Overall, NEST3D fills a critical ecological and computer vision data gap, enabling detailed 3D structural analysis of sociable weaver nests, supporting cross-disciplinary research from nest volume estimation to conservation, and posing a new demanding benchmark for segmentation and reconstruction in challenging natural scenes.
Key findings
- NEST3D dataset contains 104 scenes with approximately 781 million annotated 3D points, 27,945 RGB, and 111,780 multispectral images.
- Nest points comprise less than 5% of total points, creating extreme class imbalance in semantic segmentation.
- Point Transformer V3 achieves 86.35% mean IoU on test set with 69.99% IoU on minority nest class.
- RandLA-Net scores 50.72% mean IoU overall but only 17.98% IoU on nest and suffers from high false positives between tree and nest classes.
- KPConv fails to learn minority class structure, collapsing to 0% nest IoU and predicting only majority (grass) class, resulting in 49.19% overall accuracy.
- Drone-based photogrammetry reconstruction combined with rigorous filtering produced metric-scale accurate 3D point clouds capturing complex tree and nest structures.
- Semantic labels were manually annotated by experts across three classes (nest, tree, grass) with emphasis on fine-grained boundary delineation.
- Severe structural and spectral similarity between nests and host trees pose substantial challenges for convolutional architectures.
Threat model
n/a - this work is a dataset and benchmarking study focused on ecological computer vision. It does not model adversarial threats or security attacks.
Methodology — deep read
Threat Model & Assumptions: The dataset targets ecological analysis and computer vision segmentation, not adversarial settings. The challenge is the complex 3D geometry of nests embedded in tree canopies, with severe class imbalance. No explicit adversarial threat model is discussed.
Data: Data was collected in the Kuzikus Wildlife Reserve, Namibia, a semi-arid savanna hotspot of sociable weavers nesting in camel thorn and shepherd’s trees. Drone flights used a DJI Mavic 3 with a 20MP RGB and 4-band multispectral camera (Green, Red, Red Edge, NIR). Two daily sessions acquired images by circling individual trees at 5-10m distance, to optimize visibility and minimize disturbance. The dataset includes 104 unique nest-bearing trees: 83 training and 21 testing. Each tree scene contains 111-573 RGB images, 4x multispectral images per scene, and photogrammetrically reconstructed 3D point clouds in metric scale (using GPS).
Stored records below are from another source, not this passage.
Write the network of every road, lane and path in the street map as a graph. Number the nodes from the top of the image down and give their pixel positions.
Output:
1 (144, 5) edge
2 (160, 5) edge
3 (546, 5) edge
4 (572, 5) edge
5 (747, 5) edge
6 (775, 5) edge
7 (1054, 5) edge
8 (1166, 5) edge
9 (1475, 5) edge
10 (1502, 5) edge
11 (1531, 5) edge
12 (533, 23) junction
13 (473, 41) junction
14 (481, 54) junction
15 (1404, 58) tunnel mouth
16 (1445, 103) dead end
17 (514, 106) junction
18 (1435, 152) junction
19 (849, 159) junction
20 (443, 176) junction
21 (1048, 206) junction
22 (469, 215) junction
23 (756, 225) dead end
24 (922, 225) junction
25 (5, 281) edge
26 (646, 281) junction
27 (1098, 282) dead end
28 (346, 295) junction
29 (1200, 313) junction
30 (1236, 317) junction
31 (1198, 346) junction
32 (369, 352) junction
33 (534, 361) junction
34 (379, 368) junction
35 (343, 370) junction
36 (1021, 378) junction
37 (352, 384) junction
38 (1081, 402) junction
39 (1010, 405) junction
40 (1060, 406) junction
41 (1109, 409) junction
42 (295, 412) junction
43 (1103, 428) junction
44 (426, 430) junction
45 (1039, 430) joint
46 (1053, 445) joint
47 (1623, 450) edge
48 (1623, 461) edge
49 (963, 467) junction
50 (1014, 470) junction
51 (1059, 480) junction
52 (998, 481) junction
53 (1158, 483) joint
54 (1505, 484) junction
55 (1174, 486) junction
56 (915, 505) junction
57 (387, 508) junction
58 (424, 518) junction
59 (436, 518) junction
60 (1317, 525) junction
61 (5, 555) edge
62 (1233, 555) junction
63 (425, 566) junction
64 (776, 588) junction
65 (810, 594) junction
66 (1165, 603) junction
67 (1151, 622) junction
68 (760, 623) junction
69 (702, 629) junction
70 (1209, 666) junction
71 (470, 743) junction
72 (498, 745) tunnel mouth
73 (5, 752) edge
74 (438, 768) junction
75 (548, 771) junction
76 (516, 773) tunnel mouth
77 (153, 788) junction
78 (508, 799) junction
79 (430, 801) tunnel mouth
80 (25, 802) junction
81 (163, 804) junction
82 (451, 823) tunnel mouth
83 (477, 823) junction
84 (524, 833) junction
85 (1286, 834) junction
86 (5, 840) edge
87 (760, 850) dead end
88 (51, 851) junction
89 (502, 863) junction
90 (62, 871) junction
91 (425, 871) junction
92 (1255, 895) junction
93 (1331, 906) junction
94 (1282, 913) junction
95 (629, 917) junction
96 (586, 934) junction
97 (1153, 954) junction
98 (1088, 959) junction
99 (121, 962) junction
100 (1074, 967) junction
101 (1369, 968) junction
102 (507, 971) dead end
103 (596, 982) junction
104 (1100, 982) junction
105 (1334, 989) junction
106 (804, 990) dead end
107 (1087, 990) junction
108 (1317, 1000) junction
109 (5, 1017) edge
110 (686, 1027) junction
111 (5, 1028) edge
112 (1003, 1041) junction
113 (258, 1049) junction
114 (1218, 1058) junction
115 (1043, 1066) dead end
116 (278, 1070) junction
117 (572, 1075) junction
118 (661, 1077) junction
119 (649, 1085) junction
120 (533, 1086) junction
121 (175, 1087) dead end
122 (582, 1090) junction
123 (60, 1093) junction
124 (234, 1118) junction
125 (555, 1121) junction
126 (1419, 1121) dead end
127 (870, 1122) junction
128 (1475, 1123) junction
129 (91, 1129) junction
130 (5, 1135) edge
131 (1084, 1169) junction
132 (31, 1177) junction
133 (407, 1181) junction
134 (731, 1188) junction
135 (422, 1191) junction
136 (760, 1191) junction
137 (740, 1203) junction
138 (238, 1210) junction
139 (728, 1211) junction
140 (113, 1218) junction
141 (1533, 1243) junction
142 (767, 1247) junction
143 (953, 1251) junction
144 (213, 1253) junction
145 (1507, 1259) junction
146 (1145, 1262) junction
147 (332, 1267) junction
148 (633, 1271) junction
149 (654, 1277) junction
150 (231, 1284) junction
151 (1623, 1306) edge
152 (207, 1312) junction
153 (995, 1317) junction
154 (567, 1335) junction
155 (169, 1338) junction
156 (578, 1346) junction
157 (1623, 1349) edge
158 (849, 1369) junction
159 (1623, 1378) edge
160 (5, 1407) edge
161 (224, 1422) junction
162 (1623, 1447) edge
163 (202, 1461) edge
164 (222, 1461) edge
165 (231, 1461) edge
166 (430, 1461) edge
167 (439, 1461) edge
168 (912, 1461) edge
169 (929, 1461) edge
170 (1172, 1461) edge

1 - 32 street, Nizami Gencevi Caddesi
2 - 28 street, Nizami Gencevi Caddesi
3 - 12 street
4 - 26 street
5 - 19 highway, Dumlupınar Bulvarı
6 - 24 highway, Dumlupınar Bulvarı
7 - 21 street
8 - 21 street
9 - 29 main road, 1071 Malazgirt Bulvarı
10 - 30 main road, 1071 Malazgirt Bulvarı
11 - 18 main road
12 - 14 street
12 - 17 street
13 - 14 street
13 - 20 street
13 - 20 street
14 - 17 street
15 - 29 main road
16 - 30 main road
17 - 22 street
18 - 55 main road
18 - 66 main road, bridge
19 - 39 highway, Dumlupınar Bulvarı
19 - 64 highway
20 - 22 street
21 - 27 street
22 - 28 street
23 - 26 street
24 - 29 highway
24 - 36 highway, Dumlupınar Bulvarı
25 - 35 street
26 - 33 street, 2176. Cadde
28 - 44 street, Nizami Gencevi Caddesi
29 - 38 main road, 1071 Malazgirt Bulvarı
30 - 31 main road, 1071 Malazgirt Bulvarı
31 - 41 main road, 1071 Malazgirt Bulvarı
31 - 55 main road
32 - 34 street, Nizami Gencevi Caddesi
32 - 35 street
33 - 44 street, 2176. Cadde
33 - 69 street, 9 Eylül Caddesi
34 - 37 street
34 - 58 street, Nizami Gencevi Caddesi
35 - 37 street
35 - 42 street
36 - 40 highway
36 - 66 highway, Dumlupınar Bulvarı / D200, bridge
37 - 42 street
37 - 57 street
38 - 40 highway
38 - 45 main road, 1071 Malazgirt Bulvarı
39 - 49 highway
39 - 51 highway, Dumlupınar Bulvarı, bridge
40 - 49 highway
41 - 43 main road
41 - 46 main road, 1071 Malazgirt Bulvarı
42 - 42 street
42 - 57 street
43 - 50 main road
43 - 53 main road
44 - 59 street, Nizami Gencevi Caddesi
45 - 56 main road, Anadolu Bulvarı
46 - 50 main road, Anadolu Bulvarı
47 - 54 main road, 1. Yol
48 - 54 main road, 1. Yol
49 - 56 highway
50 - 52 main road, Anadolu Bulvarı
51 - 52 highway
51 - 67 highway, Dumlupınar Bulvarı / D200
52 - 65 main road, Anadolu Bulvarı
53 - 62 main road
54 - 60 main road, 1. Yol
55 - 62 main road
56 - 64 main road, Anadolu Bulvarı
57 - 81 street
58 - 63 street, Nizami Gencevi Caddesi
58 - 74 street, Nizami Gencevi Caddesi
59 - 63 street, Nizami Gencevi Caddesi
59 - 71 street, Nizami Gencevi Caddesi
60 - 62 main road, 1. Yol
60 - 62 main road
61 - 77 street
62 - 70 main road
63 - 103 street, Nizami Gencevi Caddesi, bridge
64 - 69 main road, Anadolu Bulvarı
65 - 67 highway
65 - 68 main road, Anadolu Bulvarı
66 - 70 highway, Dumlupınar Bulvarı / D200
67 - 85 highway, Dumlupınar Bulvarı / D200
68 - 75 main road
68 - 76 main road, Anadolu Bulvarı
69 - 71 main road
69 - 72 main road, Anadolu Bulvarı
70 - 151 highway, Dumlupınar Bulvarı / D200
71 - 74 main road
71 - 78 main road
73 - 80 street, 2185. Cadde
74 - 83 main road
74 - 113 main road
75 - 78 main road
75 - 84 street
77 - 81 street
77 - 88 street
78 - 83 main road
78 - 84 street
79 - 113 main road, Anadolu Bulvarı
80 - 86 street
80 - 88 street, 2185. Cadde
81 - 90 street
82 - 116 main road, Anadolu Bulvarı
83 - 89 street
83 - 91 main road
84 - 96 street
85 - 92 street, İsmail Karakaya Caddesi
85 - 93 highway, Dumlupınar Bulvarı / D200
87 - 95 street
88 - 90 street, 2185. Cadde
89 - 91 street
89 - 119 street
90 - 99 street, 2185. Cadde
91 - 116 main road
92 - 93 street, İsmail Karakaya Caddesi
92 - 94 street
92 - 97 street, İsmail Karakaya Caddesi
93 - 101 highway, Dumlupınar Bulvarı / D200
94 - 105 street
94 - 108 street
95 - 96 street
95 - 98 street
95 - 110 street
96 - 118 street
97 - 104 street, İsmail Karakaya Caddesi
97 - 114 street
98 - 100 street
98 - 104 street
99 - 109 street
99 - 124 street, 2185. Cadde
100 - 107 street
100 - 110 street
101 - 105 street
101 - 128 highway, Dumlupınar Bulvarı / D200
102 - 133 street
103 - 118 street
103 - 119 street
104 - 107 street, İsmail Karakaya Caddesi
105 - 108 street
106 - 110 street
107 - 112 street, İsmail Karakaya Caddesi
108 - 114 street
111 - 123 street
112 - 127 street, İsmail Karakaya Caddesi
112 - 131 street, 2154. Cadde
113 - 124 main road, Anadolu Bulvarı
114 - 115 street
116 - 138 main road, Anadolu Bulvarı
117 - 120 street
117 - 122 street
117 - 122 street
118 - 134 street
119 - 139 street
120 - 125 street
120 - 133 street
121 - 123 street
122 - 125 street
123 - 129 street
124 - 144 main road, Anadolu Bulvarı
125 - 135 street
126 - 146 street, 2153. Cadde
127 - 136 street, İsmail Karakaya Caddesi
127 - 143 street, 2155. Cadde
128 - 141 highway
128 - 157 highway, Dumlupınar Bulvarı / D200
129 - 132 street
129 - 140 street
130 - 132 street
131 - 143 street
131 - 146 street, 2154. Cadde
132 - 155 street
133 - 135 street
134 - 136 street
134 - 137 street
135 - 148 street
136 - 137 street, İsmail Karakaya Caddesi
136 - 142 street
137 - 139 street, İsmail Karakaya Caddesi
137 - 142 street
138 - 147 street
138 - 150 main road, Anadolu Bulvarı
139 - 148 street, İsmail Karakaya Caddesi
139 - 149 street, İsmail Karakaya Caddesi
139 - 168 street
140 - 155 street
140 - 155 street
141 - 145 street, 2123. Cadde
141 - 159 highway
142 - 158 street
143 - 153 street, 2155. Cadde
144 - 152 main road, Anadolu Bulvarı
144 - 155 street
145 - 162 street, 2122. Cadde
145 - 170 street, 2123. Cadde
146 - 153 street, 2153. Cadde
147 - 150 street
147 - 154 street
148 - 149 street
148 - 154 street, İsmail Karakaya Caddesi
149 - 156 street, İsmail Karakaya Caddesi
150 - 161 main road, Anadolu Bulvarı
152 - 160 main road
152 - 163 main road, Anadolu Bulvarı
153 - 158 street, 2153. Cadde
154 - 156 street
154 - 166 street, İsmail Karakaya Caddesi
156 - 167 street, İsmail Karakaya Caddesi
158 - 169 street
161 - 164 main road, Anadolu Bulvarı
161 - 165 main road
The 3D points include color and spatial coordinates and were manually semantically annotated by experts into three classes: nest, tree, and grass.
Architecture / Algorithm: Three architectures benchmarked: KPConv (kernel point convolution), RandLA-Net (random sampling and local aggregation), and Point Transformer V3 (PT-v3). KPConv uses deformable convolutions on spatial points. RandLA-Net collects features from k-nearest neighbors with random sampling and attention. PT-v3 employs global and local self-attention in a transformer backbone with 5 encoder and 4 decoder stages, channel widths 32-512. Inputs are voxelized and normalized into a unit sphere. Models predict per-point semantic labels.
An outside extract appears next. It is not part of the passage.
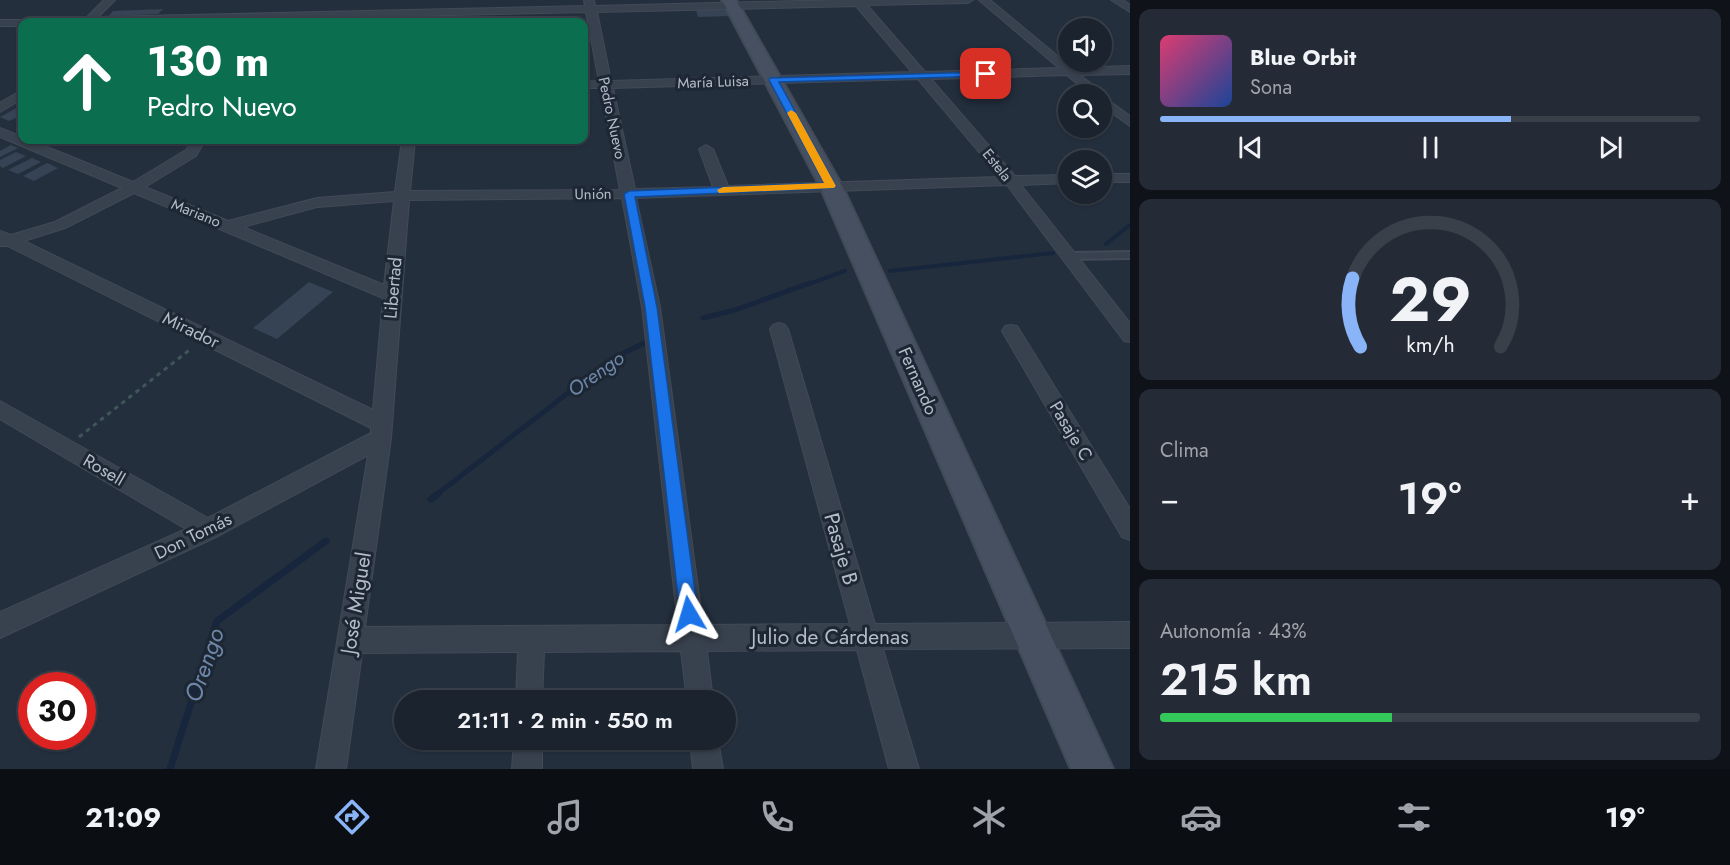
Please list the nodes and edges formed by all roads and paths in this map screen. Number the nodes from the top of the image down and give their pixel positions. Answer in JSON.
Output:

Training Regime: All trained for 100 epochs with Adam or AdamW optimizers. PT-v3 used AdamW with OneCycleLR schedule. Class imbalance addressed by combining weighted cross-entropy (4x weight for nests) with Lovász loss in PT-v3; RandLA-Net used class-balanced random sampling with weights [1,3,1]. Batch sizes ranged 4-6, learning rates 0.001. Input clouds cropped to 50k points. KPConv configured with specific subsampling and convolution radii suitable for drone point clouds. Validation subsets from training were used for hyperparameter selection.
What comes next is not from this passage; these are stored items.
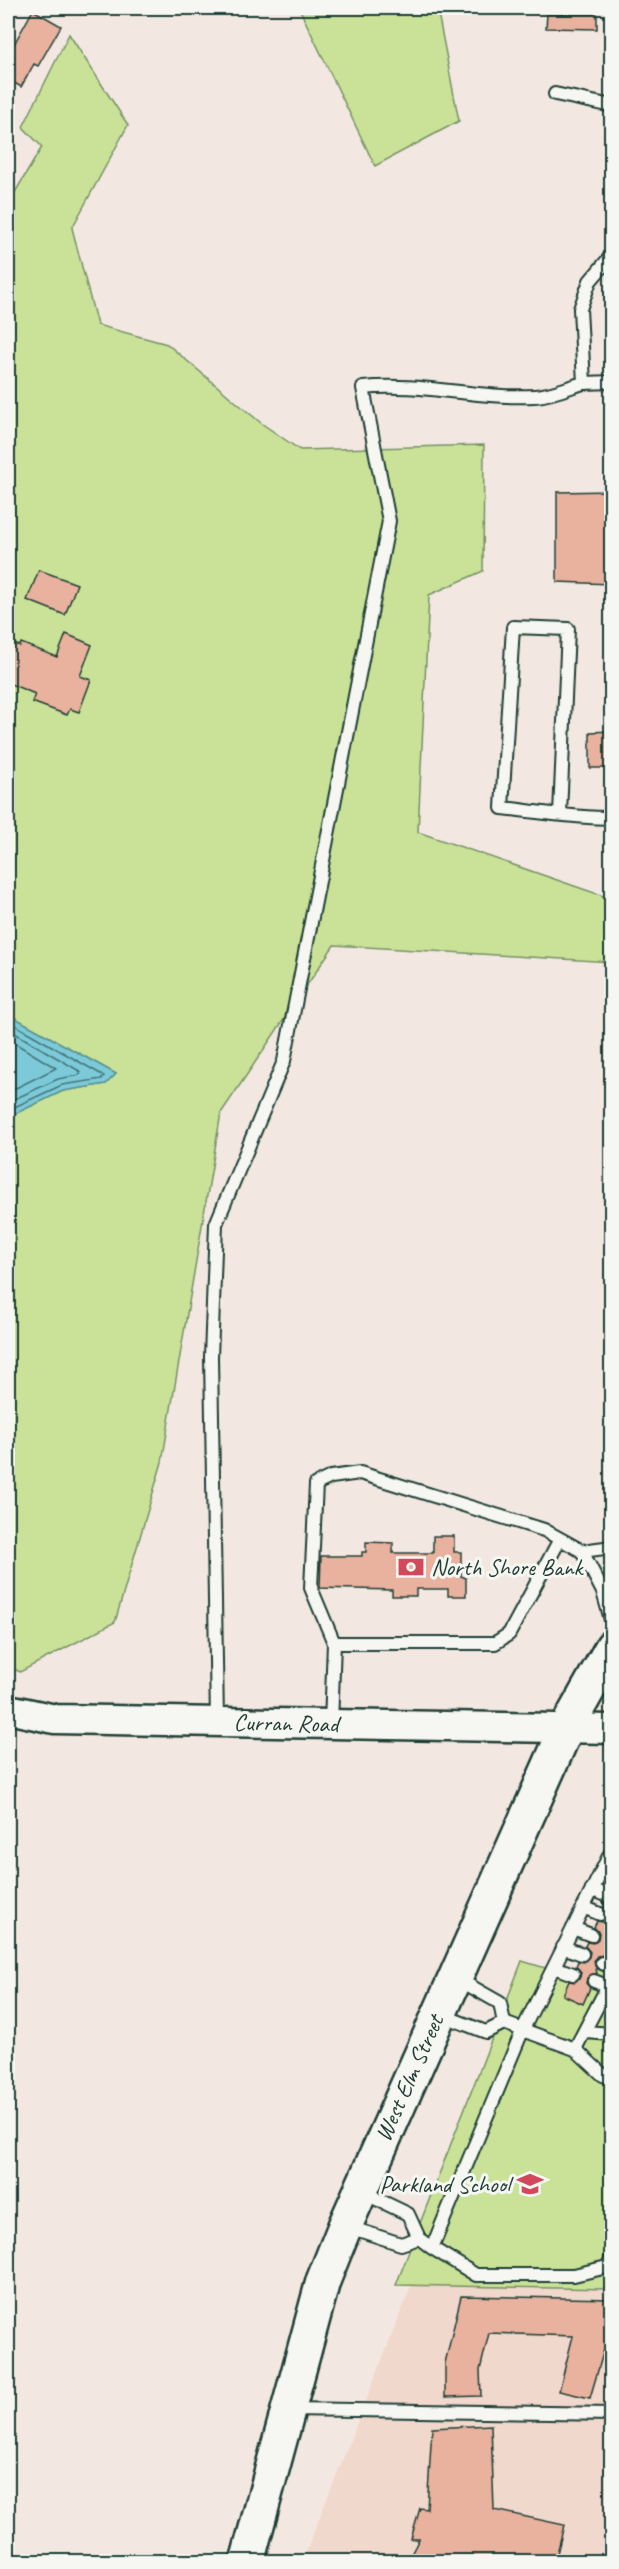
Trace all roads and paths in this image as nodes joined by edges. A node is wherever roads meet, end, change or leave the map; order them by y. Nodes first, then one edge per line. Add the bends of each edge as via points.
1 (555, 94) dead end
2 (612, 106) edge
3 (612, 255) edge
4 (612, 382) edge
5 (584, 383) junction
6 (560, 814) junction
7 (612, 818) edge
8 (560, 1539) junction
9 (612, 1547) edge
10 (582, 1551) junction
11 (612, 1623) edge
12 (334, 1643) junction
13 (612, 1647) edge
14 (8, 1709) edge
15 (217, 1721) junction
16 (331, 1724) junction
17 (566, 1729) junction
18 (612, 1729) edge
19 (612, 1850) edge
20 (607, 1870) edge
21 (592, 1889) junction
22 (608, 1896) dead end
23 (583, 1907) junction
24 (600, 1914) dead end
25 (573, 1928) junction
26 (591, 1935) dead end
27 (563, 1947) junction
28 (582, 1954) dead end
29 (554, 1967) junction
30 (573, 1974) dead end
31 (454, 1977) junction
32 (594, 1981) dead end
33 (610, 1982) edge
34 (438, 2013) junction
35 (504, 2023) junction
36 (523, 2029) junction
37 (585, 2032) junction
38 (612, 2034) edge
39 (575, 2049) junction
40 (612, 2079) edge
41 (359, 2190) junction
42 (345, 2226) junction
43 (419, 2238) junction
44 (432, 2248) junction
45 (612, 2258) edge
46 (288, 2409) junction
47 (612, 2414) edge
48 (247, 2562) edge

1 - 2 lane
3 - 5 lane via 590,280 580,309
4 - 5 lane
5 - 15 lane via 537,396 478,396 386,386 363,388 389,521 284,1061 216,1224 211,1357
6 - 6 lane via 568,629 513,627 502,808
6 - 7 lane
8 - 10 lane
8 - 12 lane via 509,1634 495,1643
8 - 12 lane via 544,1530 360,1473 331,1477 316,1484 311,1588
9 - 10 lane
10 - 11 lane via 603,1592
12 - 16 lane
13 - 17 main road, West Elm Street
14 - 15 street, Curran Road via 56,1719
15 - 16 street, Curran Road
16 - 17 street, Curran Road
17 - 18 street, Curran Road
17 - 31 main road, West Elm Street
19 - 20 lane
20 - 21 lane
21 - 22 lane
21 - 23 lane
23 - 24 lane
23 - 25 lane
25 - 26 lane
25 - 27 lane
27 - 28 lane
27 - 29 lane
29 - 30 lane
29 - 36 lane
31 - 34 main road, West Elm Street
31 - 35 lane via 500,2003
32 - 33 lane
33 - 37 lane
34 - 35 lane via 486,2032
34 - 41 main road, West Elm Street
35 - 36 lane
36 - 39 lane
36 - 44 lane
37 - 38 lane
37 - 39 lane
39 - 40 lane
41 - 42 main road, West Elm Street
41 - 43 lane via 408,2214
42 - 43 lane via 401,2244
42 - 46 main road, West Elm Street via 323,2281
43 - 44 lane
44 - 45 lane via 476,2275 574,2275 607,2267
46 - 47 lane
46 - 48 main road, West Elm Street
Evaluation Protocol: Fixed 80/20 train/test split at scene-level. Metrics reported include overall accuracy (OA), mean Intersection over Union (mIoU), and mean class accuracy (mAcc). Per-class IoUs and confusion matrices evaluated class-wise performance, focusing on minority nest class. Detailed per-scene and per-class metrics were tabulated. Cross-validation not explicitly mentioned.
Reproducibility: Dataset publicly available on Hugging Face under CC BY 4.0 license. Codebases of benchmarked models are open-source. The exact training scripts/configurations are not reported in full detail but baseline model implementations were referenced. Frozen weights were generated for final models evaluated.
Concrete example end-to-end: A single nest-bearing tree is flown over with the drone capturing simultaneous RGB and multispectral images. These images are processed with Agisoft Metashape to generate a dense 3D point cloud, representing millions of points with XYZ and RGB. Experts annotate points in CloudCompare into nest, tree, or grass. Point clouds are normalized and subsampled to 50k points for input. PT-v3 is trained using weighted cross entropy and Lovász loss to predict the semantic label distribution. After 100 epochs, on the test set, PT-v3 achieves ~86% mean IoU, correctly segmenting the nest structure with high precision. Error analysis shows small confusions with adjacent tree points due to similar spectral properties.
Limitations in architecture-specific learning are observed, e.g., KPConv failed due to convolutional kernel instability on sparse, irregular ecological point clouds.
Technical innovations
- Compilation of a large-scale, high-resolution, multimodal dataset combining RGB, multispectral, and 3D point clouds with expert semantic annotations of sociable weaver nests in natural tree canopies.
- Benchmarking ecological 3D point cloud semantic segmentation focusing on extreme class imbalance with minority nest class representing under 5% of points.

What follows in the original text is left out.